A case study
Archive/RT 2021
Making forty million scanned pages findable by their words, not their box number.
- In one line
- Searchable archive for 40M scanned records
- My role
- Engineer — OCR pipeline, search API, relevance tuning
- Timeline
- 7 months · 2020–2021
- Team
- 3 engineers with the records office archivists
- Built with
- Elasticsearch, OCR pipeline, S3, FastAPI
Archive/RT built full-text search over forty million scanned documents that had only ever been retrievable by physical location. An OCR pipeline turned images into searchable text, and a tuned search API made a corpus that took weeks to query answer in milliseconds.
Where it started
The situation
A records office held forty million scanned pages.

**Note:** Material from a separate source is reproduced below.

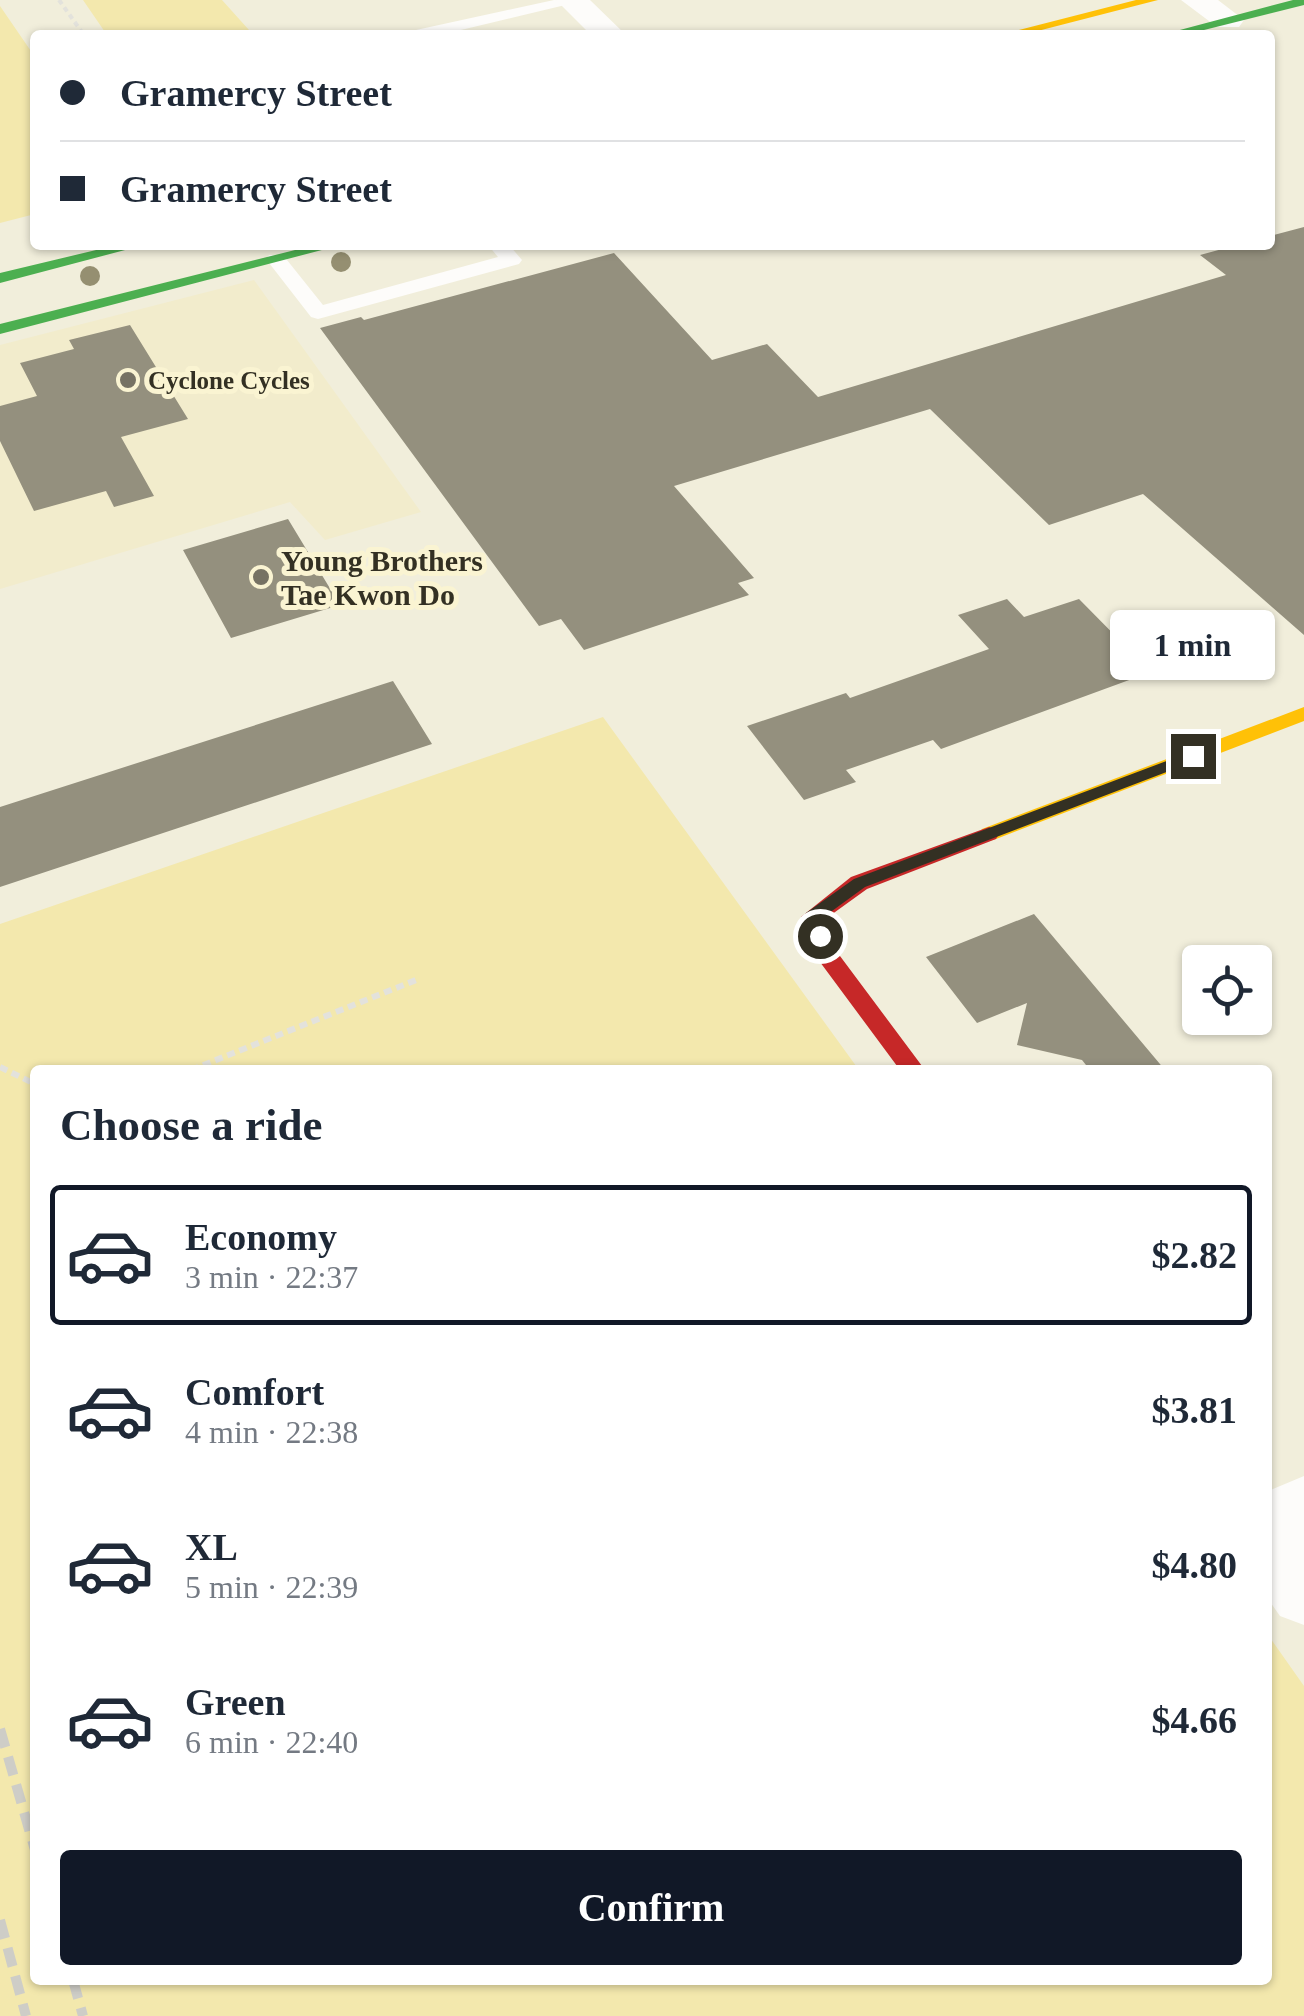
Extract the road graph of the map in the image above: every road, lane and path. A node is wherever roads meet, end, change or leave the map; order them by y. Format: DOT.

Finding one meant knowing which physical box it lived in, so a retrieval request routinely took weeks and a poorly-remembered detail could make a document effectively unfindable.
The constraint
Scanned images vary wildly — typewriter carbon, faded stamps, handwritten margins. OCR would never be perfect, so search had to stay useful in the presence of recognition errors rather than assuming clean text.
How it was built
A resumable OCR pipeline
Images stream from S3 through an OCR stage that writes text plus per-word confidence. The pipeline is checkpointed and idempotent, so forty million pages could be processed over weeks with failures retried in place rather than restarting the batch.
Search tuned for messy text
Elasticsearch indexes the extracted text with fuzzy matching and phonetic fallbacks, so a query still finds a document when OCR misread a character. Relevance was tuned against real archivist searches, not synthetic queries.
A clean retrieval API
A FastAPI service exposes search with highlighting that shows the matched passage in context, so an archivist can confirm a hit without opening the full scan — the difference between a promising result and the right document.
Confidence surfaced, not hidden
Low-confidence OCR regions are flagged in results, so users know when to trust the text and when to look at the original image. Honesty about the pipeline's limits made people trust the parts that were solid.
What it changed
- Full-text query latency
- <200 ms
- Documents indexed
- 40M
- Retrieval time
- weeks → min
- OCR over the full corpus
- resumable
Looking back
Surfacing OCR confidence instead of pretending the text was clean was the call that made the system credible — archivists trusted it precisely because it was honest about what it couldn't read. Given more time I'd have added structured extraction (dates, names, case numbers) on top of free-text search; the words were findable, but the archive wanted to ask questions the plain-text index couldn't answer.